EXERCISE OBJECTIVE |
What lines in this listing contain the string "dead"? Report each one by copying it.

Start of Block

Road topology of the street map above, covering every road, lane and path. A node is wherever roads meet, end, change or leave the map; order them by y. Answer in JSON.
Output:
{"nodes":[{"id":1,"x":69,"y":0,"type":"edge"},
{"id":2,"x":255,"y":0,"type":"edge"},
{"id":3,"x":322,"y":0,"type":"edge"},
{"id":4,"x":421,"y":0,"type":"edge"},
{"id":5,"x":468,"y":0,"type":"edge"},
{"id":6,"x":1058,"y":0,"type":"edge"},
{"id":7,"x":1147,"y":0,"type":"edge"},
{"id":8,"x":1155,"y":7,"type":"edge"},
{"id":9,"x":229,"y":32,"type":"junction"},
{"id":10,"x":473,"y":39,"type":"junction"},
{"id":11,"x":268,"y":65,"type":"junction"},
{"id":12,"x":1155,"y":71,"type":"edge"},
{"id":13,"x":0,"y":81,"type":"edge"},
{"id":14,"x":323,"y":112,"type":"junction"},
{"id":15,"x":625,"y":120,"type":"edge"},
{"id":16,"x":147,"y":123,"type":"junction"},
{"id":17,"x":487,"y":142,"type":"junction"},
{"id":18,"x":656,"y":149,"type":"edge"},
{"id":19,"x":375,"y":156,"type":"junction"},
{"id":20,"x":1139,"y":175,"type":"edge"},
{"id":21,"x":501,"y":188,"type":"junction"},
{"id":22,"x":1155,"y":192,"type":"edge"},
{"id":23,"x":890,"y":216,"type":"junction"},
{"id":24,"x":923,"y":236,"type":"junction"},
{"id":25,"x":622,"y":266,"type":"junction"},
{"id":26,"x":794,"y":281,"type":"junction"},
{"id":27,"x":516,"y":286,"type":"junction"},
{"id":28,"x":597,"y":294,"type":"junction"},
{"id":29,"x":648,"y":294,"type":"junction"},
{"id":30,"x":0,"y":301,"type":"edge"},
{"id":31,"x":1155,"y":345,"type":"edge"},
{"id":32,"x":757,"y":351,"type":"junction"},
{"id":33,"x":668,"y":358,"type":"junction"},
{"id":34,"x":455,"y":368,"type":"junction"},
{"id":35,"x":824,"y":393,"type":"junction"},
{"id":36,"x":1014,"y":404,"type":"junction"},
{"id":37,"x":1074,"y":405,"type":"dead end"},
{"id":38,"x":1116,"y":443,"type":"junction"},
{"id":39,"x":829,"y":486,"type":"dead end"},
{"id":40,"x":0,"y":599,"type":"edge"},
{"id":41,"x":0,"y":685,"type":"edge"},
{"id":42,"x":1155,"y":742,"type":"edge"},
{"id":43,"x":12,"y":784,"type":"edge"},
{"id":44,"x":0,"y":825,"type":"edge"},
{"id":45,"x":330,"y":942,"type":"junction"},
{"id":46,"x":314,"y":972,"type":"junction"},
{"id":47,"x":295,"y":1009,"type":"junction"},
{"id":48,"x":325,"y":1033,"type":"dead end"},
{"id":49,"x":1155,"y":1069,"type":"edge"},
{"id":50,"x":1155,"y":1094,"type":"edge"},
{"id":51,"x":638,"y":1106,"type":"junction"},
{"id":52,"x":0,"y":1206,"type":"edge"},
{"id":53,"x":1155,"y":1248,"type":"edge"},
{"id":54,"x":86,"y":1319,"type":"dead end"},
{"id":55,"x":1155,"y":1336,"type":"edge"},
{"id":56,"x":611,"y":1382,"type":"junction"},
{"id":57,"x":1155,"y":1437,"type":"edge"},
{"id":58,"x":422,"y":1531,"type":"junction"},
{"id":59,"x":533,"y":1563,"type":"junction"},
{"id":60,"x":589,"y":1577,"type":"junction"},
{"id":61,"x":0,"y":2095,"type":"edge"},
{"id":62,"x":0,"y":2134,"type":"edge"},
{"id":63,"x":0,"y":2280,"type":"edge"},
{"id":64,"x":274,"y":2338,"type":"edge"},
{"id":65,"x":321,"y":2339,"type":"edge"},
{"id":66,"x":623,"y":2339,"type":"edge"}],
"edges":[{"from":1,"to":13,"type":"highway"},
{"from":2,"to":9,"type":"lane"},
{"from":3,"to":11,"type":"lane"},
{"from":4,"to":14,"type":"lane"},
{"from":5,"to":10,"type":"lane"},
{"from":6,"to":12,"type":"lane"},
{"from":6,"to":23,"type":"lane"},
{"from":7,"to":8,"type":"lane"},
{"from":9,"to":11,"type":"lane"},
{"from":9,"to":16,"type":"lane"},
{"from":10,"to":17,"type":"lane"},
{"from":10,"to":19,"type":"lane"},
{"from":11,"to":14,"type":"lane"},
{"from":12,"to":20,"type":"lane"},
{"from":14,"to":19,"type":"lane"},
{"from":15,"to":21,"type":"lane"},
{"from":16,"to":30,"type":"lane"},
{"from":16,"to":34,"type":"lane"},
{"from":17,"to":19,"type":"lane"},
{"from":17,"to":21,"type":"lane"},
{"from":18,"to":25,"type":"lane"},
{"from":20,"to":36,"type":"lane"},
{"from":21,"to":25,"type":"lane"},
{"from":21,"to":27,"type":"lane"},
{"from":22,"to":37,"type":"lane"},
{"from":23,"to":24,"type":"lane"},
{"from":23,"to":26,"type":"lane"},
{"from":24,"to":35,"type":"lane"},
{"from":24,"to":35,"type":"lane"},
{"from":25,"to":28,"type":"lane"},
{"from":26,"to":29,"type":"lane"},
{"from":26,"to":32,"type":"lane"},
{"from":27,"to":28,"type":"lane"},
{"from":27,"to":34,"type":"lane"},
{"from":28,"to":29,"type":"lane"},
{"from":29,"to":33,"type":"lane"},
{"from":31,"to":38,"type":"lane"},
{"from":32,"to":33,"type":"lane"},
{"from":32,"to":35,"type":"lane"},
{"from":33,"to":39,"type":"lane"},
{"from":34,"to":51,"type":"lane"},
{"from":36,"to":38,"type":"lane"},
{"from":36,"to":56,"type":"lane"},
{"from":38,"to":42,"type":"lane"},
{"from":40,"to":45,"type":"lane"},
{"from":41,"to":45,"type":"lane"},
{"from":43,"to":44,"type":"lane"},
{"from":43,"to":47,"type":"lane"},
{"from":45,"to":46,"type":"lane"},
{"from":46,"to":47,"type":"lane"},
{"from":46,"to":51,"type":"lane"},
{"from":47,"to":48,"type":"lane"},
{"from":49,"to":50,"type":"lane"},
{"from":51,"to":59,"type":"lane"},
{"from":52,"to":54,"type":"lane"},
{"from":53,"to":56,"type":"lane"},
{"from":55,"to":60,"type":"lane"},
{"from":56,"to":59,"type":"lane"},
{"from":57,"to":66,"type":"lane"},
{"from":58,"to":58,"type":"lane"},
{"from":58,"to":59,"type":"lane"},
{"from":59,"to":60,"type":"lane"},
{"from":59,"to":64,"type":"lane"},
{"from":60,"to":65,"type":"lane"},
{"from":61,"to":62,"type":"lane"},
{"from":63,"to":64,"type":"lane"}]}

End of Block

WRITTEN SOLUTION |
{"id":37,"x":1074,"y":405,"type":"dead end"},
{"id":39,"x":829,"y":486,"type":"dead end"},
{"id":48,"x":325,"y":1033,"type":"dead end"},
{"id":54,"x":86,"y":1319,"type":"dead end"},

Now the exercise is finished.